Time series index range contains operator (reverse)

Question 1

Hi I am trying to optimise the a timestamp range contains <@ query for Postgres 12

I have done a bit of reading postgres documentation and discovered only GiST and SP-GiST indexes support this operator. However, I can't add one of these ( I tink I would need to add one to the heartrate table - see Schema below, but that is not a range type...).

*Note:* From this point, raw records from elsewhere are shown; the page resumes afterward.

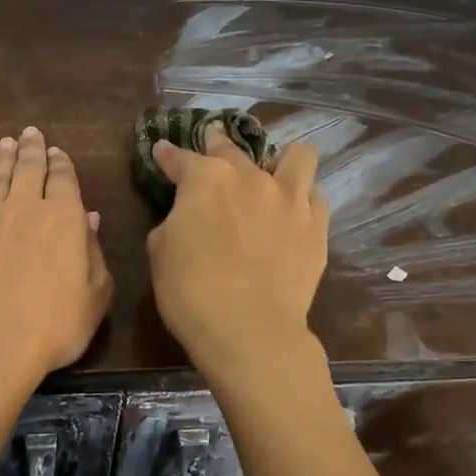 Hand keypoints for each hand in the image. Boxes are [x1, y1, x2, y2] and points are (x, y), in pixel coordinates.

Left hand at [0, 126, 113, 383]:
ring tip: (6, 142)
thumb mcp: (94, 297)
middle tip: (30, 133)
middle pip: (29, 169)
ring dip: (4, 157)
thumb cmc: (53, 327)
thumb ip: (94, 254)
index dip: (61, 164)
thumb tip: (90, 220)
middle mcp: (26, 207)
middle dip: (32, 149)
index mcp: (65, 219)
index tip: (57, 152)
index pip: (64, 180)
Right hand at [147, 126, 328, 369]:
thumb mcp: (160, 251)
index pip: (179, 158)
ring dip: (281, 161)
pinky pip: (316, 198)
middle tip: (212, 151)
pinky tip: (293, 213)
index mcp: (205, 179)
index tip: (161, 152)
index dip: (167, 155)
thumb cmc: (190, 291)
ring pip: (297, 157)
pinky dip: (302, 200)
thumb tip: (186, 216)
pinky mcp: (316, 227)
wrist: (248, 329)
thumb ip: (174, 221)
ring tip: (274, 174)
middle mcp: (250, 177)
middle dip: (217, 145)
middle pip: (232, 149)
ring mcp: (289, 199) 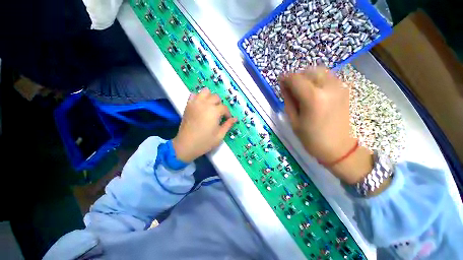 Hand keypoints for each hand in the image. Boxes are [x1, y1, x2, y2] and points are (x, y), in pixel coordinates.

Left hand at [172, 88, 236, 161]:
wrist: (186, 145)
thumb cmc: (205, 141)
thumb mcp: (220, 135)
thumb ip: (228, 125)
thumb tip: (235, 119)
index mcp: (214, 111)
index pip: (224, 108)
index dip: (228, 114)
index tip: (227, 119)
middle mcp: (205, 104)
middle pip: (216, 97)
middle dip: (220, 104)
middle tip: (219, 114)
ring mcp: (195, 103)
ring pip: (205, 91)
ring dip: (210, 97)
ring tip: (210, 106)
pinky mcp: (188, 105)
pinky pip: (194, 95)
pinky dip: (198, 97)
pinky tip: (200, 105)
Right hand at [280, 67, 372, 183]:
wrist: (338, 147)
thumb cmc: (311, 138)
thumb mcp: (293, 120)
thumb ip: (288, 100)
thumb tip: (284, 85)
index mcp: (313, 98)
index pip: (295, 79)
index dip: (285, 79)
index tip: (280, 82)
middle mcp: (328, 87)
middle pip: (308, 71)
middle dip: (296, 77)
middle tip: (290, 88)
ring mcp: (339, 87)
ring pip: (319, 71)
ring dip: (307, 77)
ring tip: (301, 90)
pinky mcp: (344, 90)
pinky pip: (327, 77)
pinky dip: (317, 80)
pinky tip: (313, 92) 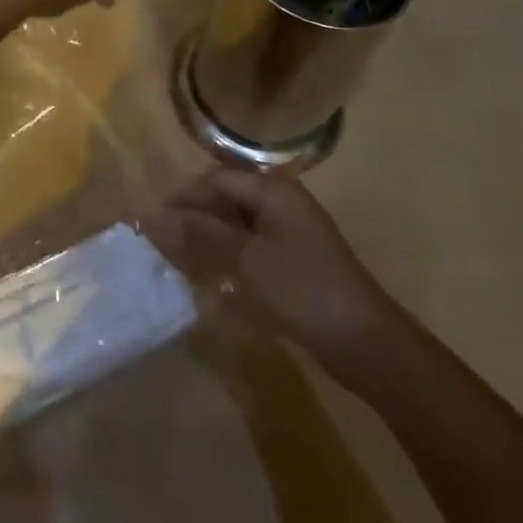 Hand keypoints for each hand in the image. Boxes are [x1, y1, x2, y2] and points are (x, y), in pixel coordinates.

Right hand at [151, 168, 403, 382]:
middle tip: (166, 239)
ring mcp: (293, 230)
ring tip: (183, 256)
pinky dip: (231, 251)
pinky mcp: (298, 258)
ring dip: (212, 234)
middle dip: (196, 214)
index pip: (217, 179)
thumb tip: (155, 215)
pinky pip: (254, 242)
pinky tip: (216, 271)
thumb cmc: (303, 290)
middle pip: (229, 195)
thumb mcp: (246, 259)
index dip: (185, 196)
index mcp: (274, 190)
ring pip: (240, 220)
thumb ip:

My question is similar to this question and this one which also indicate I will need a GiST index. However, they are the other way around, eg the column they have a single timestamp and want to return from a table of tsranges all records that are contained. I have a table of timestamps and want to join it to a table of tsranges

For a bit of context for my schema, I have a collection of heartrates in the real dataset sampled ~1/3seconds, and a list of songs I have listen to, and when. I would like to query things like

avg(heartrate) for a particular track and artist
avg(heartrate) for a particular artist
etc.

Schema

create table heartrate (
 "time" timestamp primary key ,
 value float
)
;
CREATE INDEX ON heartrate ("time", value);
-- CREATE INDEX ON heartrate USING GIST ("time", value); can't do as "time" is not a range column.
-- one gets the following error: 
--- ERROR: data type timestamp without time zone has no default operator class for access method "gist" Hint: You must specify an operator class for the index or define a default operator class for the data type.
create table song_play(
 track TEXT NOT NULL,
 artist TEXT NOT NULL,
 play tsrange not null
)
;
CREATE INDEX ON song_play(track, artist);
INSERT INTO heartrate("time", value)
SELECT d, 60+60*random()
FROM generate_series('2015-01-01 00:00:00'::timestamp, '2020-01-01 00:00:00'::timestamp, '5 min'::interval) d
;
INSERT INTO song_play(track,artist, play)
SELECT case when random() > 0.5 then 'a' when random() > 0.5 then 'b' else 'c' end 
, case when random() > 0.5 then 'a' when random() > 0.5 then 'b' else 'c' end
, tsrange(d, d+ (((random()*3+1)::text|| 'min')::interval))
FROM generate_series('2015-01-01 00:00:00'::timestamp, '2020-01-01 00:00:00'::timestamp, '1 day'::interval) d
;
EXPLAIN SELECT sp.track, sp.artist, avg(h.value) FROM song_play sp left join heartrate h ON h.time <@ sp.play where sp.track='a' and sp.artist='b' GROUP BY sp.track, sp.artist;

Which results in the following:

✓
✓
✓
✓
525889 rows affected
1827 rows affected
| QUERY PLAN |
| :--------------------------------------------------------------------------------------------------------- |
| GroupAggregate (cost=0.28..14689.24 rows=1 width=72) |
| Group Key: sp.track, sp.artist |
| -> Nested Loop Left Join (cost=0.28..14685.28 rows=526 width=72) |
| Join Filter: (h."time" <@ sp.play) |
| -> Index Scan using song_play_track_artist_idx on song_play sp (cost=0.28..8.29 rows=1 width=96) |
| Index Cond: ((track = 'a'::text) AND (artist = 'b'::text)) |
| -> Seq Scan on heartrate h (cost=0.00..8102.55 rows=525955 width=16) |

Note: the above plan results in A Full seq scan of the heartrate table, the largest table - not ideal at all!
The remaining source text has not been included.